> [The task] Transcribe, exactly and in full, every line from the one including "Which roads connect" to the end of the listing.

> [Material for this task]
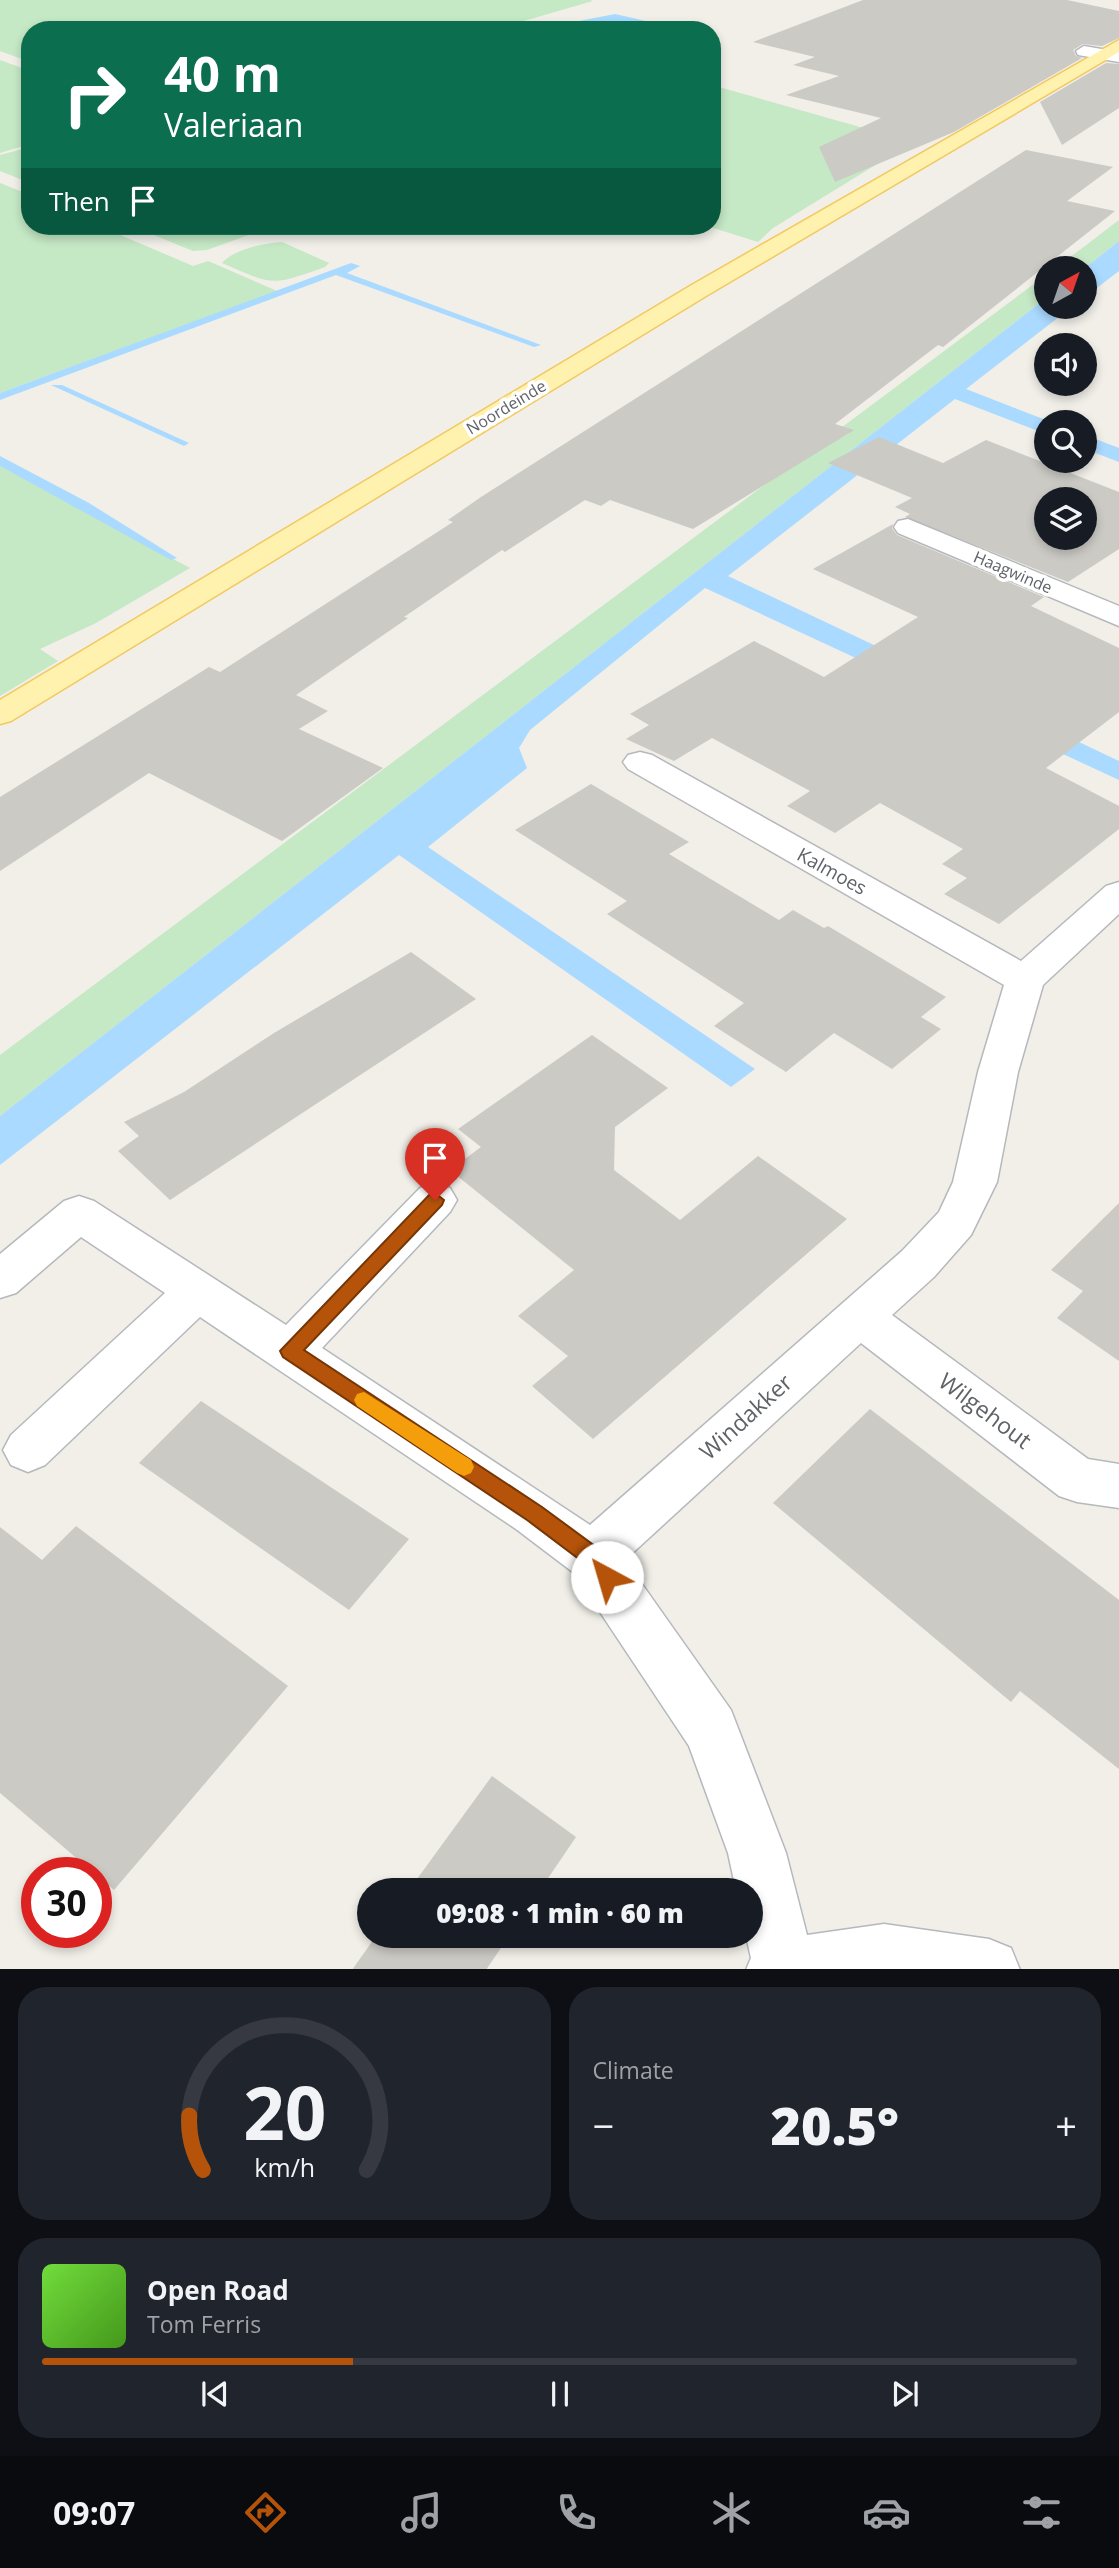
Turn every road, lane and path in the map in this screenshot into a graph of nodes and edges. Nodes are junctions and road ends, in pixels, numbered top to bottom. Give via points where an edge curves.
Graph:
1 (1119, 31) edge
2 (1084, 51) junction
3 (1114, 52) edge
4 (1014, 104) junction
5 (908, 527) dead end
6 (1119, 617) edge
7 (0, 714) edge
8 (640, 762) dead end
9 (1119, 894) edge
10 (1025, 980) junction
11 (435, 1200) dead end
12 (0, 1280) edge
13 (197, 1290) junction
14 (859, 1316) junction
15 (290, 1351) junction
16 (28, 1450) dead end
17 (1119, 1486) edge
18 (592, 1556) junction
19 (781, 1968) edge
20 (989, 1969) edge

1 - 2 main road, Noordeinde
2 - 3 street
2 - 4 main road, Noordeinde
3 - 4 main road, Noordeinde
4 - 7 main road, Noordeinde
5 - 6 street, Haagwinde
8 - 10 street, Kalmoes
9 - 10 street, Windakker
10 - 14 street, Windakker via 998,1073 975,1182 955,1223 918,1264
11 - 15 street
12 - 13 street via 79,1213
13 - 15 street
13 - 16 street
14 - 17 street, Wilgehout via 1077,1480
14 - 18 street, Windakker
15 - 18 street
18 - 19 street via 711,1730 757,1853
19 - 20 street via 884,1955

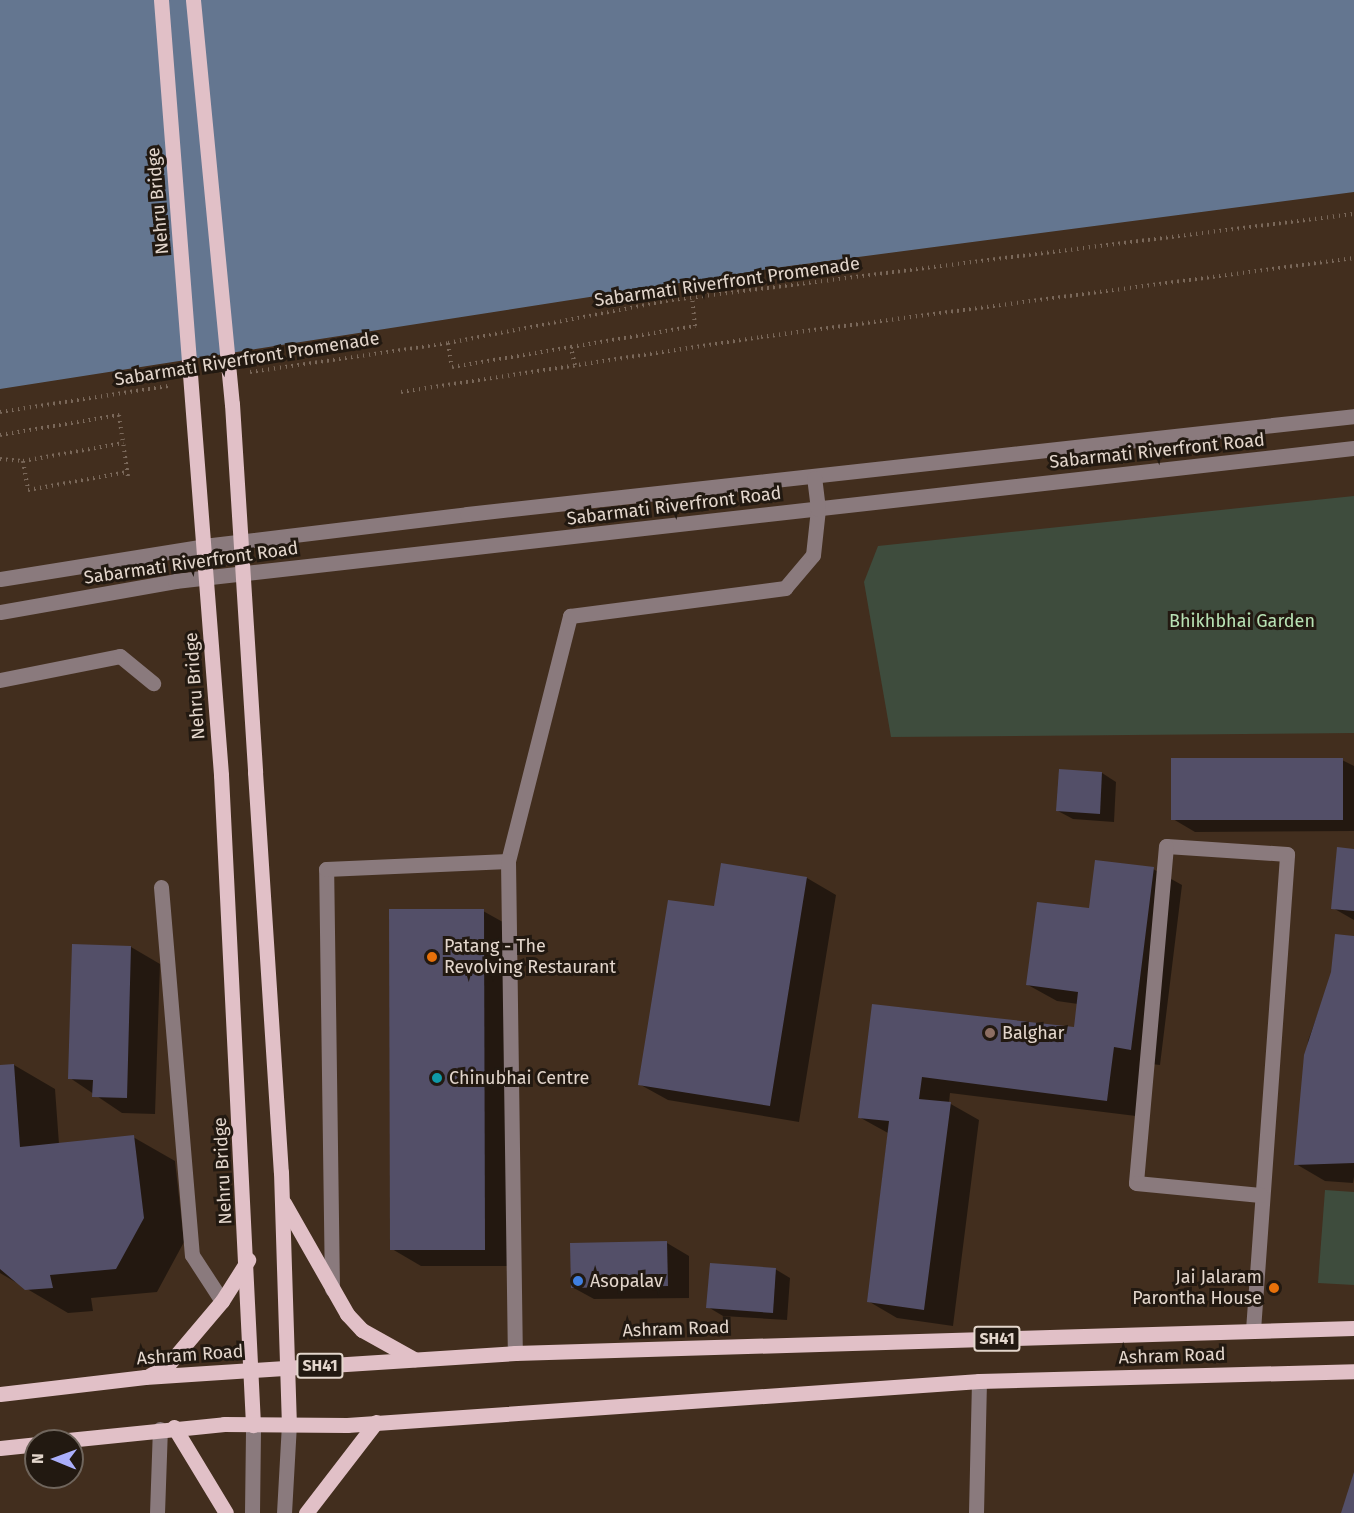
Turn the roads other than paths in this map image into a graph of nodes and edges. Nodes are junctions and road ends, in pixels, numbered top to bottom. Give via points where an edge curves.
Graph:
1 (161, 0) edge
2 (193, 0) edge
3 (1354, 416) edge
4 (1354, 448) edge
5 (814, 478) junction
6 (818, 508) junction
7 (0, 579) edge
8 (0, 612) edge
9 (0, 680) edge
10 (153, 683) dead end
11 (508, 861) junction
12 (161, 887) dead end
13 (1260, 1195) junction
14 (282, 1201) junction
15 (248, 1260) junction
16 (332, 1289) junction
17 (222, 1301) junction
18 (1354, 1328) edge
19 (1253, 1330) junction
20 (515, 1353) junction
21 (414, 1359) junction
22 (288, 1369) junction
23 (252, 1370) junction
24 (1354, 1371) edge
25 (145, 1377) junction
26 (979, 1382) junction
27 (0, 1394) edge
28 (376, 1422) junction
29 (289, 1424) junction
30 (253, 1425) junction
31 (167, 1428) junction
32 (84, 1438) edge
33 (24, 1445) edge
34 (0, 1448) edge
35 (157, 1513) edge
36 (226, 1513) edge
37 (252, 1513) edge
38 (284, 1513) edge
39 (306, 1513) edge
40 (976, 1513) edge

1 - 15 main road, Nehru Bridge, bridge via 221,776
2 - 14 main road, bridge via 232,404
3 - 5 street, Sabarmati Riverfront Road
4 - 6 street, Sabarmati Riverfront Road
5 - 6 street
5 - 7 street, Sabarmati Riverfront Road via 212,545
6 - 8 street, Sabarmati Riverfront Road via 175,580
6 - 11 street via 813,555 785,588 570,616
9 - 10 street via 120,656
11 - 16 street via 326,869
11 - 20 street
12 - 17 street via 192,1256
13 - 13 street via 1287,854 1166,846 1136,1183
13 - 19 street
14 - 16 main road
14 - 22 main road
15 - 17 main road
15 - 23 main road, Nehru Bridge
16 - 21 main road via 362,1330
17 - 25 main road via 167,1366
18 - 19 main road, Ashram Road / SH41
19 - 20 main road, Ashram Road / SH41
20 - 21 main road, Ashram Road / SH41
21 - 22 main road, Ashram Road / SH41
22 - 23 main road, Ashram Road / SH41
22 - 29 main road
23 - 25 main road, Ashram Road / SH41
23 - 30 main road, Nehru Bridge
24 - 26 main road, Ashram Road
25 - 27 main road, Ashram Road / SH41
26 - 28 main road, Ashram Road
26 - 40 street
28 - 29 main road, Ashram Road
28 - 39 main road
29 - 30 main road, Ashram Road
29 - 38 street
30 - 31 main road, Ashram Road
30 - 37 street
31 - 32 main road, Ashram Road
31 - 35 street
31 - 36 main road
33 - 34 main road

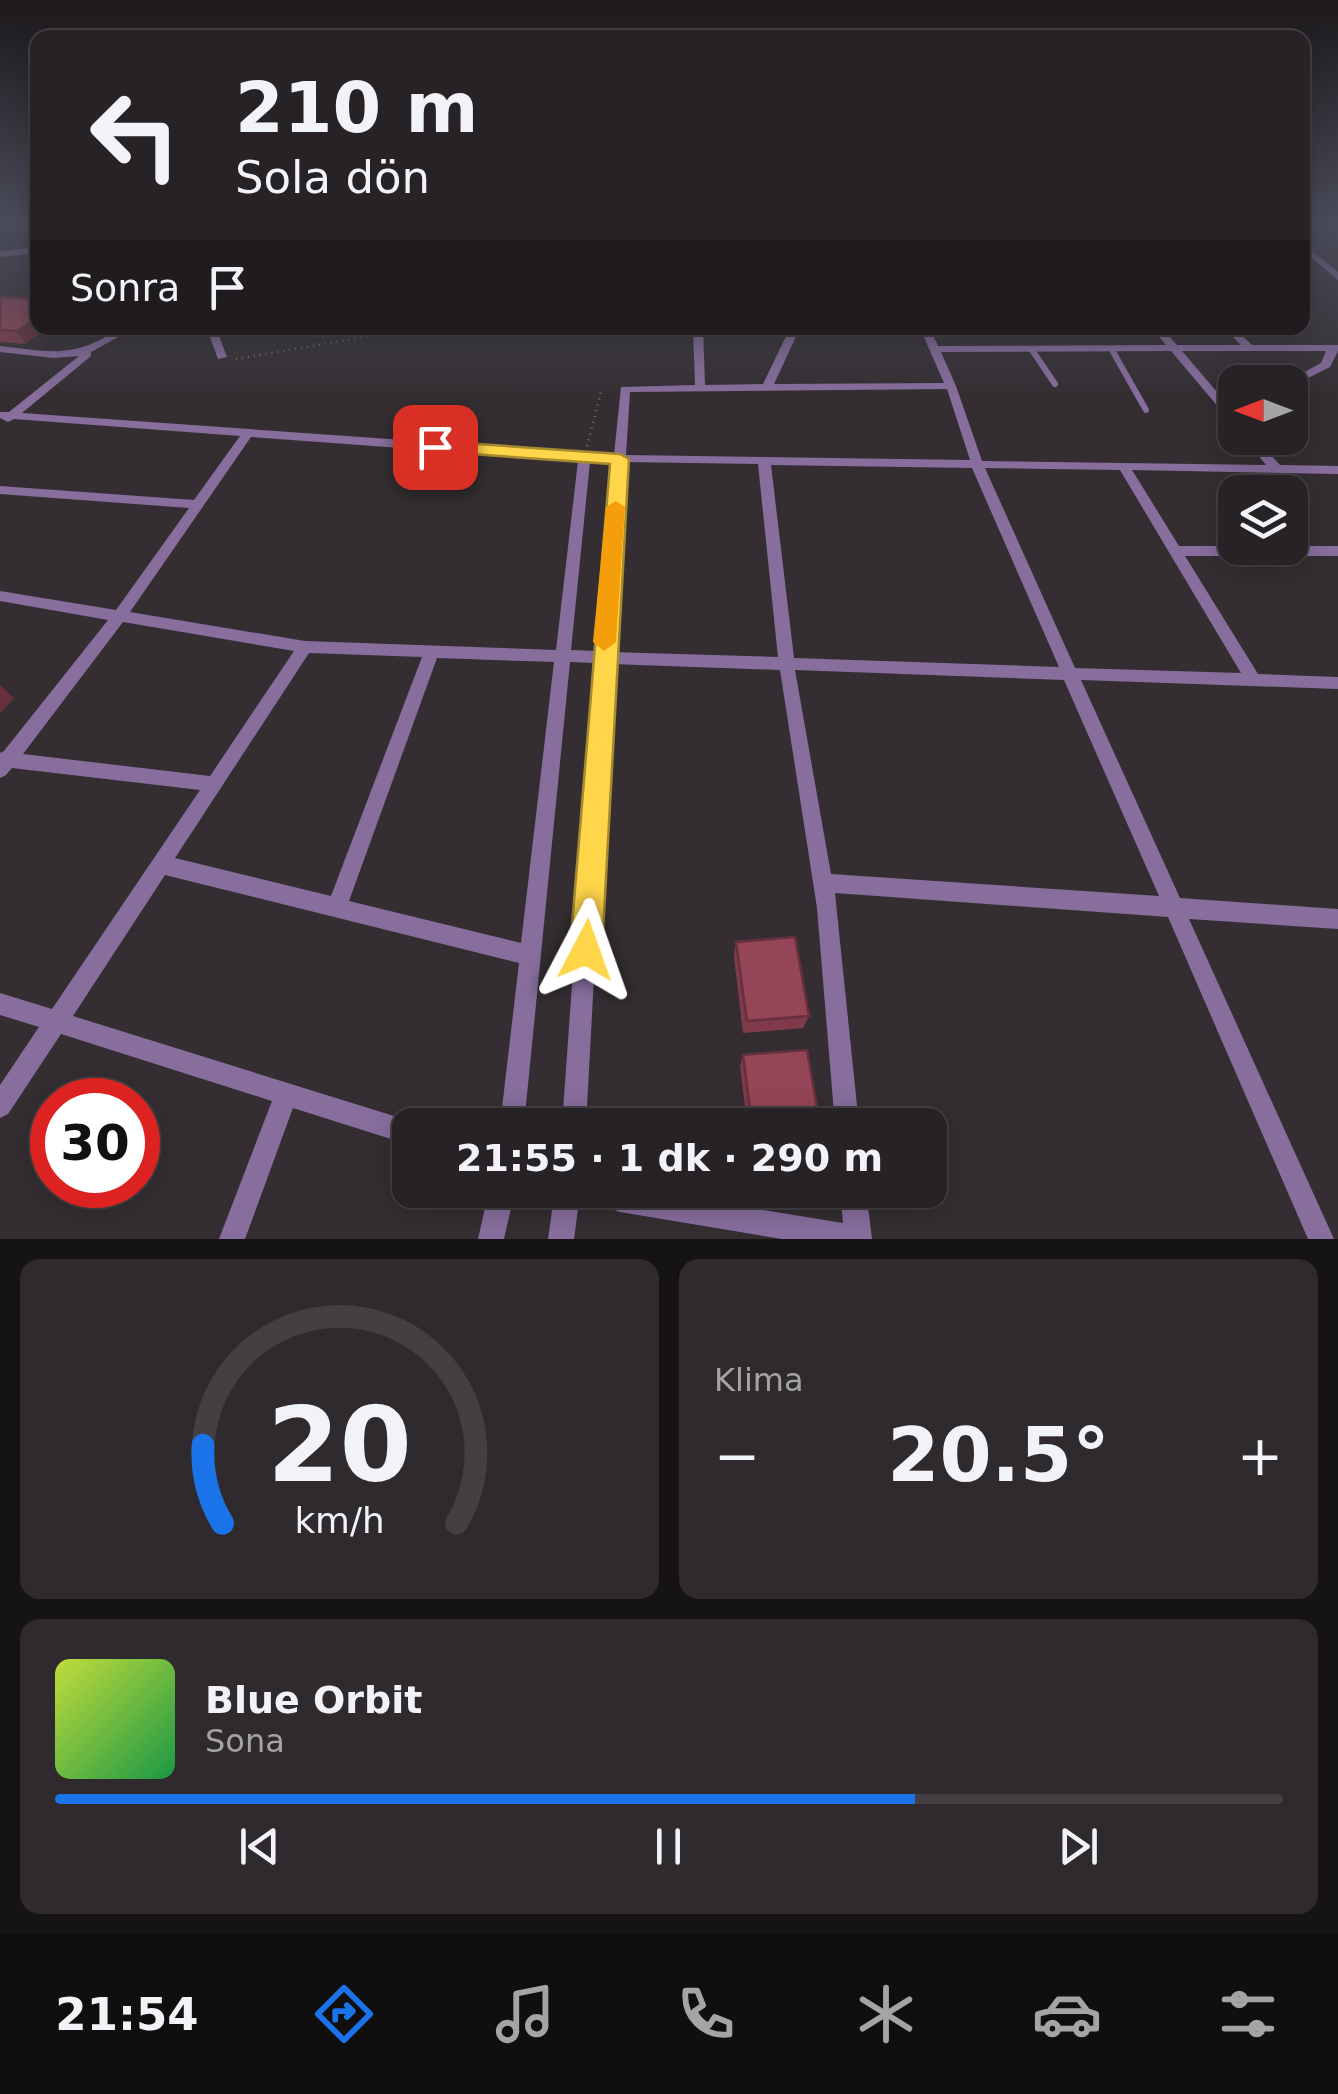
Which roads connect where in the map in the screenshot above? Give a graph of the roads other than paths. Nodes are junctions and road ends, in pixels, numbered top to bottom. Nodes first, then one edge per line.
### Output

> [Answer to the problem]
Which roads connect where in the map in the screenshot above? Give a graph of the roads other than paths. Nodes are junctions and road ends, in pixels, numbered top to bottom. Nodes first, then one edge per line.
### Output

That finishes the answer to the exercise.